Panic attacks exist within the family of ‘anxiety disorders’ which are grouped into three main factions: generalised anxiety, social anxiety and panic. If you’re really lucky like me, you’ll experience all three! (I’m a poet, and I do know it! Just another string to my impressive, if twitchy bow.)

Actual panic is logical; experienced when you find yourself walking past a mother throwing her child from a burning building and you’re wearing your Edward Scissorhands costume. Panic disorder is much harder to recognise and control because it may not seem to follow a logical causality, it may occur simply from the fear of experiencing another panic attack. It’s always disproportionate and sometimes even unrelated to whatever you’re doing. This is also why people who don’t experience it find it so hard to relate to, and from what I can gather after extensive research*, makes every person’s experience with it is as individual as a snowflake.

If I had to sum up my panic attacks in one word it would be ‘vulgar’. Discourteously showing up when it’s not only inconvenient for me but for those I’m with. Bringing with it gauche perspiration, impolite stomach acid and impudent fainting spells. My panic is the sly child who lulls you into believing you can take them to a wedding ceremony only to splutter and bawl during the I do moment, having the entire congregation whispering to each other ‘who would bring a child here?’

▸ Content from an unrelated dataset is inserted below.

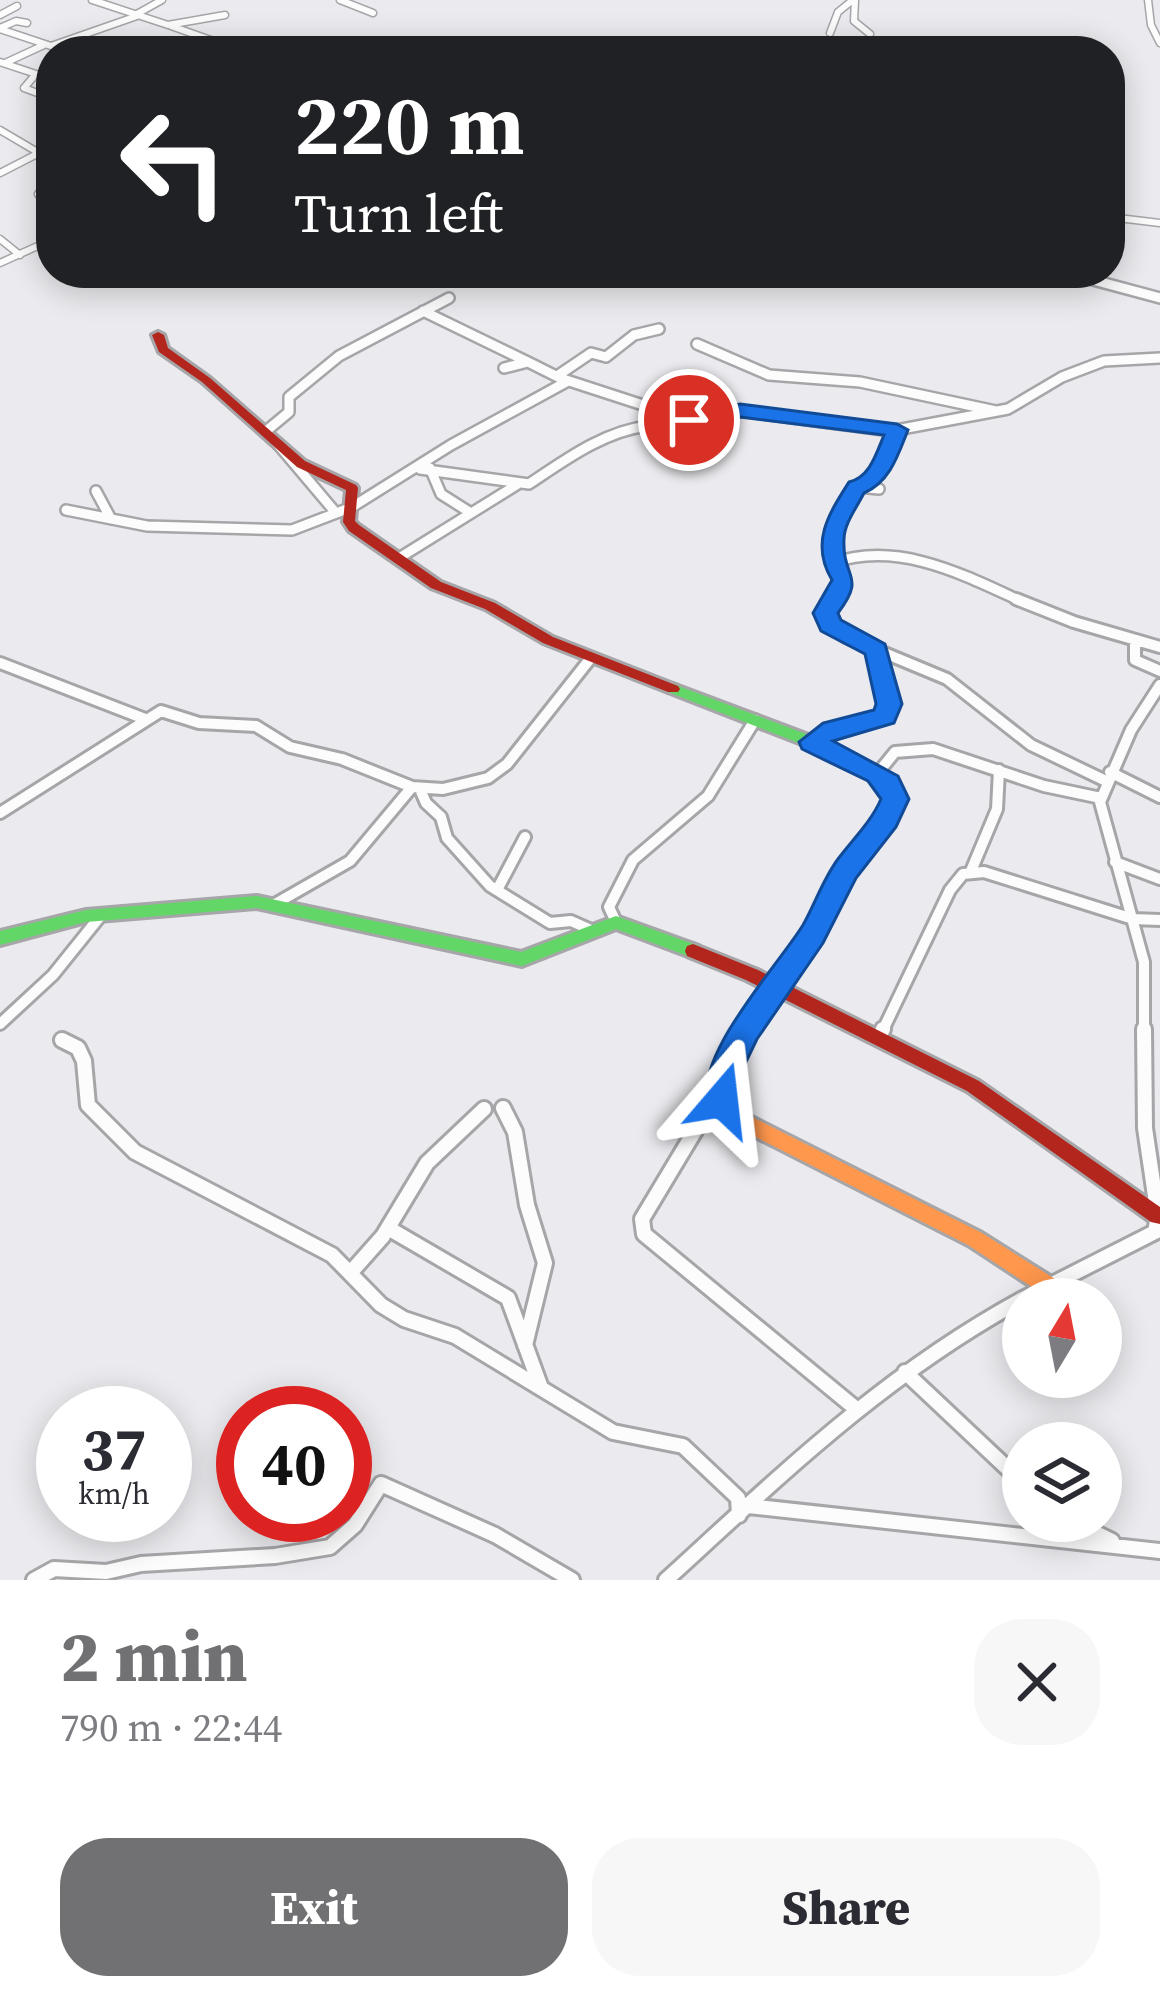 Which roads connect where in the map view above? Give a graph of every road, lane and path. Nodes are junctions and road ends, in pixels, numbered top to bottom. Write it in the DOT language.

My episodes, as I prefer to call them, don’t mess about and go from zero to whitey in less than sixty seconds. The fact that they can sometimes come with a little trouser-soiling seizure at the end makes them doubly spicy!

There will be those who read this and come up with labels like ‘attention seeker’, ‘hypochondriac’ and ‘unfeasibly good looking.’ Believe me, it’s nothing I haven’t levelled at myself since this problem began. When you suffer from a lack of satisfactory diagnosis it’s only natural to start seeking other answers, other reasons for what is happening. The problem I found with trying to nail down my panic disorder was that the goalposts kept changing.

My panic is super-agile, like those cute little Chinese child acrobats. Reason being – the brain that’s operating the attempts at treatment is the very organ steeling the defences against the treatment. It easily keeps itself one step ahead of my efforts to squash it because it can spot me coming a mile off – like those cute little Chinese child acrobats.

There. Everything is starting to feel clearer already, isn’t it? Layman’s terms.